OF THE MAKING of reforms," Confucius is said to have said, "there is no end." With regard to college sports, he might have added: Especially when the reforms are half-hearted.
If the National Collegiate Athletic Association is serious about making reforms in college sports, there's one sweeping measure that is simple, fair and economically advantageous: Do away with athletic scholarships.
Scarcely a week goes by without news of some fresh scandal involving the football programs at our major schools. Steroids at Notre Dame. Chaos at Oklahoma. The off-campus activities of the Miami Hurricanes alone could have kept Don Johnson and the crew of "Miami Vice" busy for another season. And how serious is the NCAA about solving these problems?
The NCAA's usual response, when it gets around to taking action, is to punish thousands of students and student athletes by barring their schools' teams from TV and post-season competition. Of course students and student athletes are easier to punish than coaches and administrators; they have no rights.
In a recent issue of Sports Illustrated, the writer Douglas Looney suggested that a return to one-platoon football would cut the average school's athletic budget by nearly 25 percent, largely because the NCAA's current limit of 95 scholarships per year could be reduced to 60.
Why not go a step further? Since most of the schools that compete in big-time football would lose money if not for TV, why not save everyone a lot more money by eliminating athletic scholarships entirely?
Today's college athletes are professionals in every significant way except one: They don't get paid. They are there not to learn but to make money for the colleges. The money is a fact of life and can't be done away with so long as millions of alumni and fans are willing to pay for tickets and turn on their television sets. What's to be done short of turning 18-year-olds into legitimate professionals?
For starters, colleges can get out of the business of being a cost-free minor league for the pro leagues. The elimination of athletic scholarships would mean that football and basketball players would be ill-prepared for pro sports. But why should that concern colleges?
Colleges would be forced to try something new: to field teams comprising college students, not future pro draft picks. There would be no more preferential treatment for "scholar-athletes."
Without athletic scholarships, we'd really find out if students from Miami play football better than students from Notre Dame. More to the point, we'd find out if Miami and Notre Dame, once their recruiting machines are gone, are really better than, say, Northwestern and Georgia Tech.
The primary objections to this come, as you'd expect, from the coaches and NCAA administrators. If would cut down on revenues, they say.
But why? Even if the networks paid less for a game played by nonscholarship athletes, the schools would still earn big bucks; certainly more than it would have cost them to field the teams.
The second objection is stickier: The elimination of athletic scholarships would mean fewer minority -- mostly black -- athletes. Though this would be true, at least for a while, it wouldn't necessarily mean fewer minority college students. There may be nothing that can be done about the vast sums of money NCAA sports are bringing in, but something can be done about how the money is spent.

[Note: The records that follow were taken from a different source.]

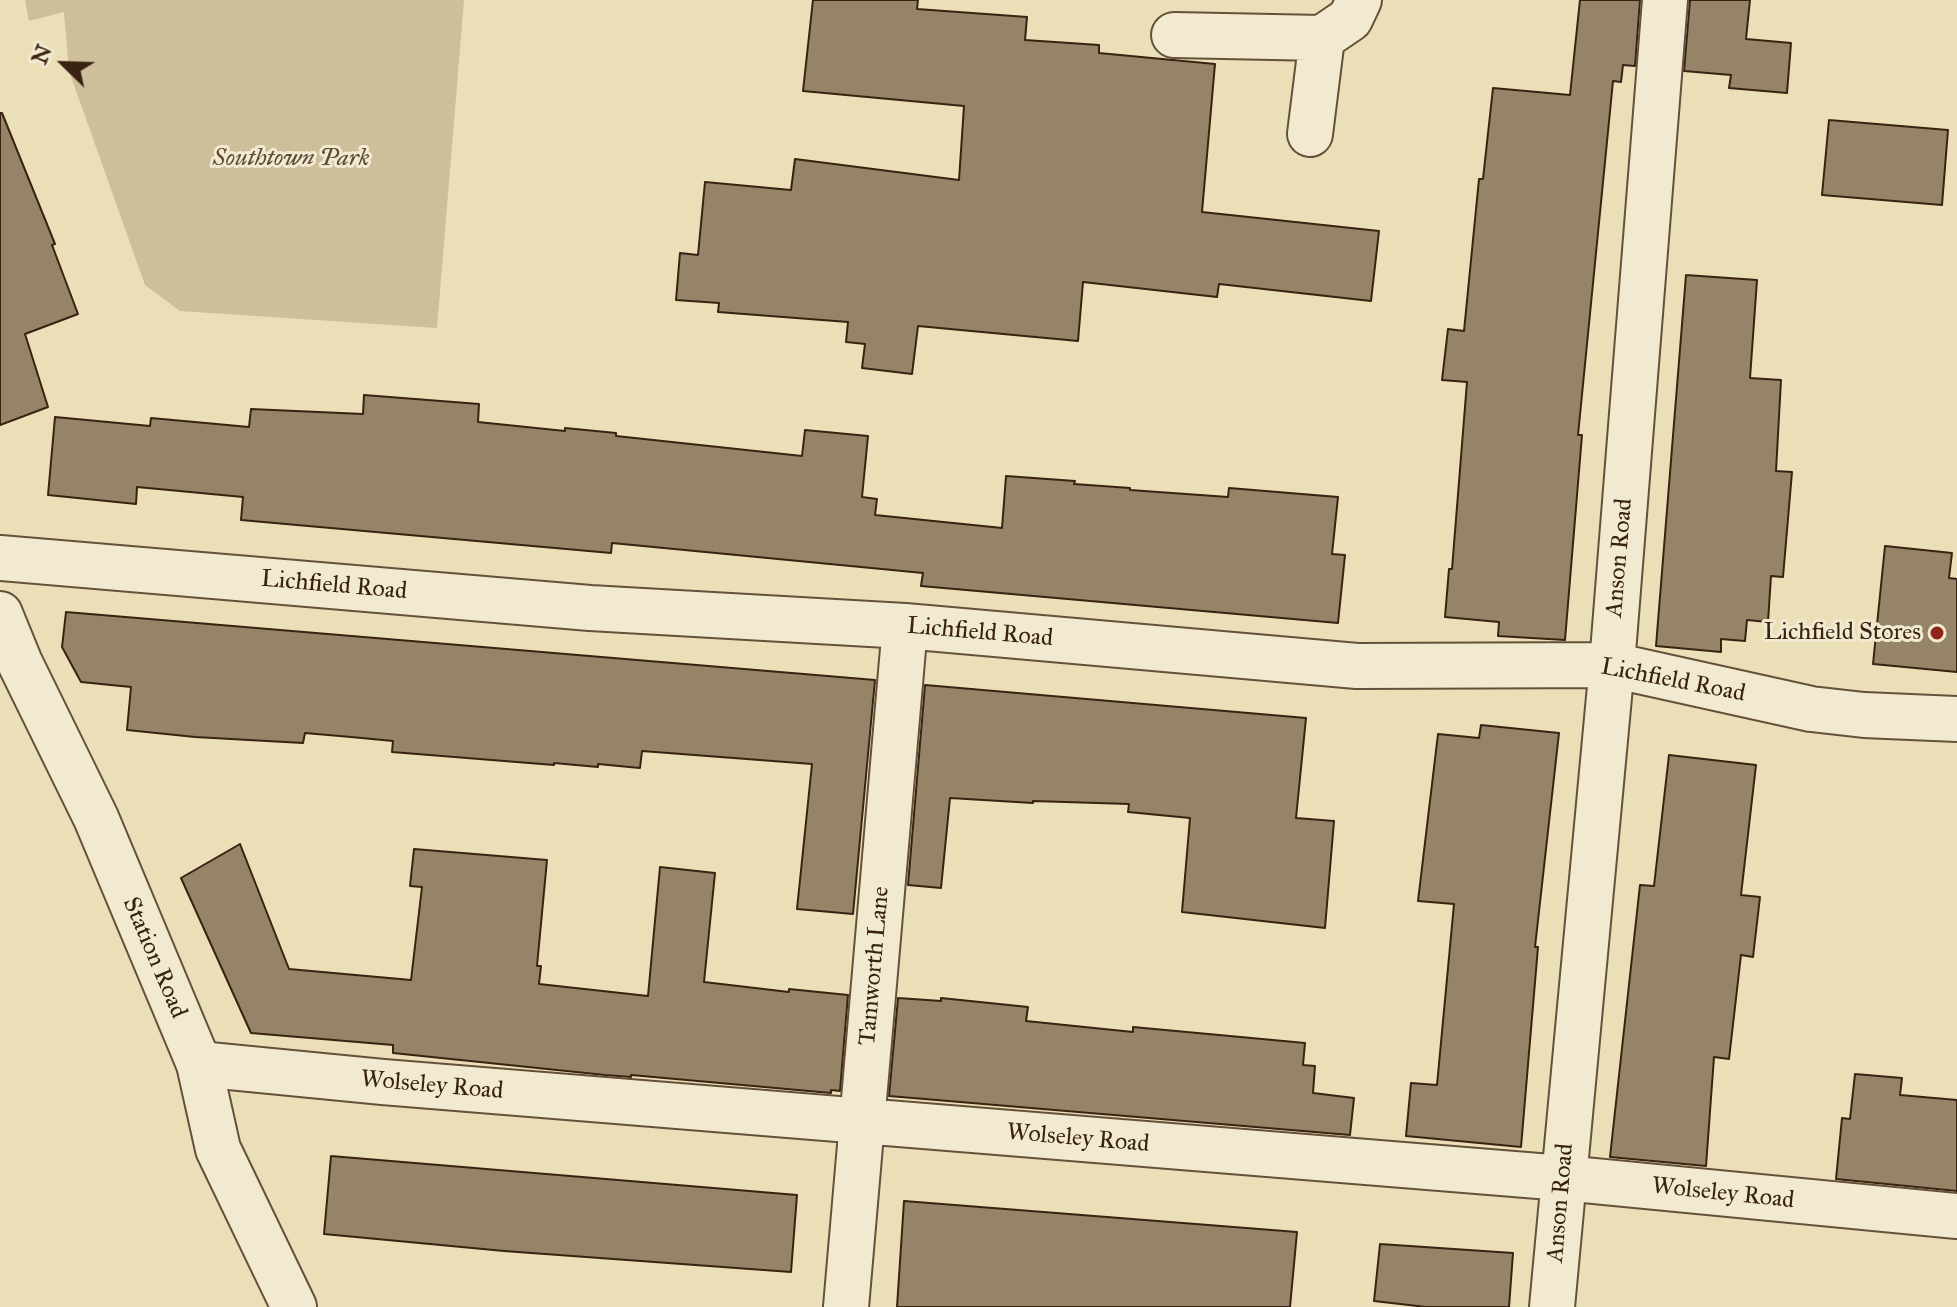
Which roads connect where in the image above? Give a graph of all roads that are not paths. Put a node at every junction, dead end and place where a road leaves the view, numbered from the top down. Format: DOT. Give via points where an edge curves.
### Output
graph roads {
  1 [pos="1359,0"];
  2 [pos="1665,0"];
  3 [pos="1174,35"];
  4 [pos="1322,38"];
  5 [pos="1310,134"];
  6 [pos="0,558"];
  7 [pos="0,614"];
  8 [pos="905,626"];
  9 [pos="1612,665"];
  10 [pos="1957,719"];
  11 [pos="199,1064"];
  12 [pos="862,1121"];
  13 [pos="1563,1178"];
  14 [pos="1957,1216"];
  15 [pos="294,1307"];
  16 [pos="846,1307"];
  17 [pos="1552,1307"];
  1 -- 4 [label="street" via="1350,19"];
  2 -- 9 [label="street, Anson Road"];
  3 -- 4 [label="street"];
  4 -- 5 [label="street"];
  6 -- 8 [label="street, Lichfield Road" via="581,607"];
  7 -- 11 [label="street, Station Road" via="96,818"];
  8 -- 9 [label="street, Lichfield Road" via="1357,666"];
  8 -- 12 [label="street, Tamworth Lane"];
  9 -- 10 [label="street, Lichfield Road" via="1811,709"];
  9 -- 13 [label="street, Anson Road"];
  11 -- 12 [label="street, Wolseley Road"];
  11 -- 15 [label="street, Station Road" via="218,1149"];
  12 -- 13 [label="street, Wolseley Road"];
  12 -- 16 [label="street, Tamworth Lane"];
  13 -- 14 [label="street, Wolseley Road"];
  13 -- 17 [label="street, Anson Road"];
}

Most colleges put most of their basketball and football money back into their sports programs. Eliminate athletic scholarships and the money saved could go toward putting minority students in school.
Then, the millions brought in by college students would at least benefit college students. Instead of sending thousands of uneducated jocks out to face a hostile society every year, colleges would have the chance to send thousands of professionals into a society that needs them badly.
Allen Barra writes frequently about sports.